What to produce.
Would you transcribe the line containing "ring pip: (209, 180)" and every line after it, through the end of the records below, exactly and with nothing else?

Exercise material.
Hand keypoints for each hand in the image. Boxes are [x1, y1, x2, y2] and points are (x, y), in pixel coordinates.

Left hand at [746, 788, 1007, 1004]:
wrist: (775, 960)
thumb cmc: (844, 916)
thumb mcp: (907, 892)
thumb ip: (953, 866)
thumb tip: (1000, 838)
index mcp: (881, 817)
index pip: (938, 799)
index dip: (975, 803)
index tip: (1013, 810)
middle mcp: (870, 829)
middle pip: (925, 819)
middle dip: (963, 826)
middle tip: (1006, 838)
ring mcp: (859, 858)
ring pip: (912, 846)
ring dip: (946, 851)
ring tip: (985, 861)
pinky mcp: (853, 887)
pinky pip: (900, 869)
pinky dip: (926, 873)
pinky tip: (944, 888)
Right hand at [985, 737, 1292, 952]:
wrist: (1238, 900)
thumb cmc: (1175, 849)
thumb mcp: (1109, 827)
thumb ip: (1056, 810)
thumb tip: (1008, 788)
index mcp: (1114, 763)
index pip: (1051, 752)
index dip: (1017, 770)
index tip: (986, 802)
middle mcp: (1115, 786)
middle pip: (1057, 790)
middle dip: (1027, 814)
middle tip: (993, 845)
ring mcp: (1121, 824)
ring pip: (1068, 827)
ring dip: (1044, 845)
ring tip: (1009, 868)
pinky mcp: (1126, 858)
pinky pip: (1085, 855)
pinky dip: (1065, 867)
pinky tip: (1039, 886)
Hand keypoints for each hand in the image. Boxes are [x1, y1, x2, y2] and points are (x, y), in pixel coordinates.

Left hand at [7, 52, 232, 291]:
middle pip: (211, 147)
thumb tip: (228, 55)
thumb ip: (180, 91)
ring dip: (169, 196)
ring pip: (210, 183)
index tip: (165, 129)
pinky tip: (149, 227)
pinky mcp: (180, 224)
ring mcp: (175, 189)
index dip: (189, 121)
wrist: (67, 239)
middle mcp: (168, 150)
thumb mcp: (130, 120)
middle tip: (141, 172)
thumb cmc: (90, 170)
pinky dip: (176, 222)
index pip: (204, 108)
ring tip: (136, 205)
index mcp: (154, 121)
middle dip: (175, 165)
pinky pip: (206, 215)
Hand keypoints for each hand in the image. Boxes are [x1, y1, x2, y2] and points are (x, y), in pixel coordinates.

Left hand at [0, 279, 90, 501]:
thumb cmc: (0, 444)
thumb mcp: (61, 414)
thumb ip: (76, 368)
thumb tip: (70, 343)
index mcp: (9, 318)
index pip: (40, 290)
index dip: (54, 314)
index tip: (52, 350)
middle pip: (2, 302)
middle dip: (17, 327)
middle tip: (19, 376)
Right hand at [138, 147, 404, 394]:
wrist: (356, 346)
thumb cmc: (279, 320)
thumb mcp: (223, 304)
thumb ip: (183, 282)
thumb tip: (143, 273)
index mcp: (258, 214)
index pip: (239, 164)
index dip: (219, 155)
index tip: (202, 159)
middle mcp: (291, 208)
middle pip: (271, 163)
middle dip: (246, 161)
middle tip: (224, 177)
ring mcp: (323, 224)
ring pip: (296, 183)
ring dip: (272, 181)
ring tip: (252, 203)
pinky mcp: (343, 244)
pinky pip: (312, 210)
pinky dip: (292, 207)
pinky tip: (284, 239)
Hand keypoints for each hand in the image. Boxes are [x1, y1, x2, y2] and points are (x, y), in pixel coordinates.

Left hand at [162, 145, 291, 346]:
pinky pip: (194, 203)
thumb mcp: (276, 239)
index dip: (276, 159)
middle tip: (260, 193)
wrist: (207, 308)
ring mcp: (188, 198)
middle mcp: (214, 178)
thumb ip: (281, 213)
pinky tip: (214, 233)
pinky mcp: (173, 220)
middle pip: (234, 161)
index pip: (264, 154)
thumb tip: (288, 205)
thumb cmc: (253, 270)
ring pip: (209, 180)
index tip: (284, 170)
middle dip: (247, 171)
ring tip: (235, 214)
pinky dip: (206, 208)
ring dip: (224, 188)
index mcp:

Completed task.
ring pip: (209, 180)
index tip: (284, 170)
middle dip: (247, 171)
ring tip: (235, 214)
pinky dip: (206, 208)
ring dip: (224, 188)
index mcp:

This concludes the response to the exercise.